Sales tax revenues are likely to be reduced due to the deferral allowed for businesses up to $50,000, which will impact the city budget. He also said a portion of online sales taxes will come back to the city.

He also mentioned that in anticipation of employees returning to work, the city is looking into protective windows be installed at all counters.

In addition, he was not sure how Dial-a-Ride will look once it is up and running again. The city is looking into how passengers will be able to maintain a safe distance from each otherwhile riding the bus.

Ortiz-Hernandez also gave a report on the current landscaping and weed abatement issues at the former Wasco Labor Camp on 6th Street.

While the Housing Authority continues to maintain the site as best as it can, regularly maintaining the property has been reduced in the vacant areas of the property.

Due to the change to warmer weather, weeds and lawns are overgrown and they need to be maintained before the city takes possession.
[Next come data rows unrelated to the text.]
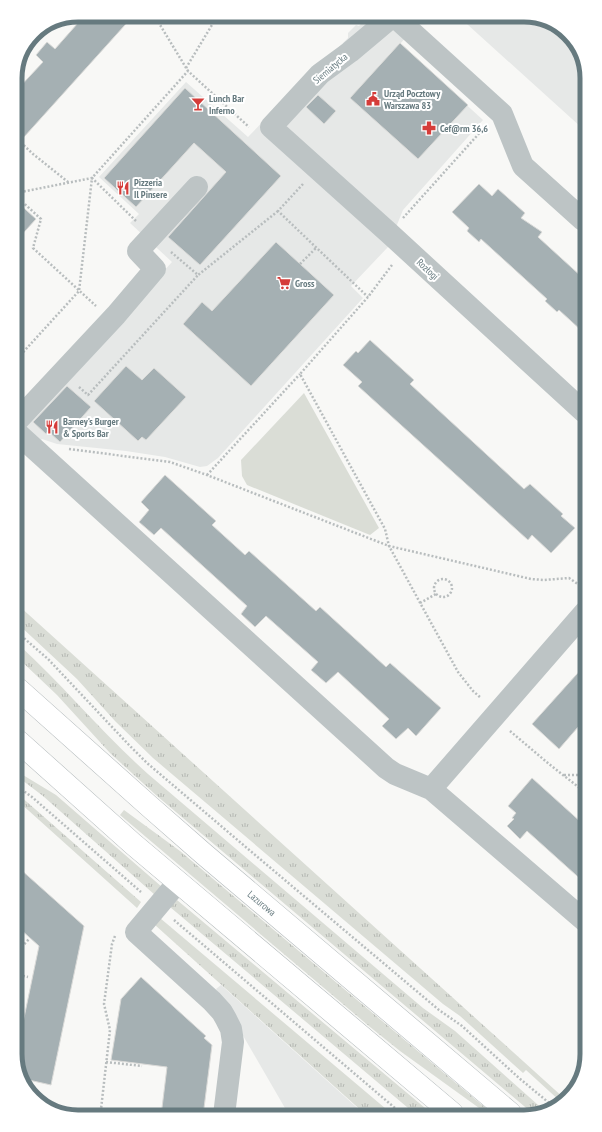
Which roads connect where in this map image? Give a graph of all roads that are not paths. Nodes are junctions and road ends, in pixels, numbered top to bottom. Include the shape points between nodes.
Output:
1 (386, 22) edge
2 (402, 22) edge
3 (271, 127) joint
4 (198, 186) dead end
5 (580, 217) edge
6 (580, 408) edge
7 (22, 416) edge
8 (22, 438) edge
9 (580, 618) edge
10 (22, 693) edge
11 (22, 745) edge
12 (431, 789) junction
13 (178, 882) junction
14 (580, 917) edge
15 (225, 1110) edge
16 (448, 1110) edge
17 (508, 1110) edge

1 - 3 street, Siemiatycka via 320,74
2 - 5 street via 499,110 524,166
3 - 6 street, Rozłogi
4 - 7 street via 138,251 155,269
8 - 12 street via 386,768
9 - 12 street
10 - 17 main road, Lazurowa via 183,835
11 - 13 main road
12 - 14 street
13 - 15 street via 136,932 212,1001 222,1012 231,1029 233,1042
13 - 16 main road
“The Housing Authority is anxious to have the city take over the property,” Ortiz-Hernandez said.

The City Council is preparing to take over the property, but before that takes place, the Housing Authority must mow the lawns, remove weeds and spray an herbicide to prevent weeds from returning before the city will take possession.

The city expects that before it takes control of the property, the Housing Authority will perform some level of maintenance at the complex, which will need to happen on a regular basis.

Ortiz-Hernandez expects to meet with Housing Authority in May, since it has not met during the quarantine.

He mentioned there were still nine families residing at the site. Mayor Tilo Cortez stated that he and Councilmember Gilberto Reyna are continuing a search for suitable housing for the remaining families. “As you are aware, housing is very difficult to come by in Wasco,” Cortez, who runs a real estate firm as his full-time job, said. “There isn’t anything available.”

There are about 23 acres and over 100 buildings and structures on the property. City staff estimates that initial cleanup would be $2,160 for ground sterilizer (assuming two applications per year) with no initial cleanup.

In addition to the upkeep of the grounds at the site, the council unanimously agreed to extend the security contract for an additional 45 days. The arrangement will be reviewed at the May 19 meeting.

During public comments, audience member Ruby Lydia expressed her concern on the criminal activity in town. She asked the council what the city intends to do regarding the violence and criminal activity.

In other business, the month of April was designated as DMV/Donate Life Month. A Wasco resident shared her story of receiving a donated kidney from a Shafter resident in 2017.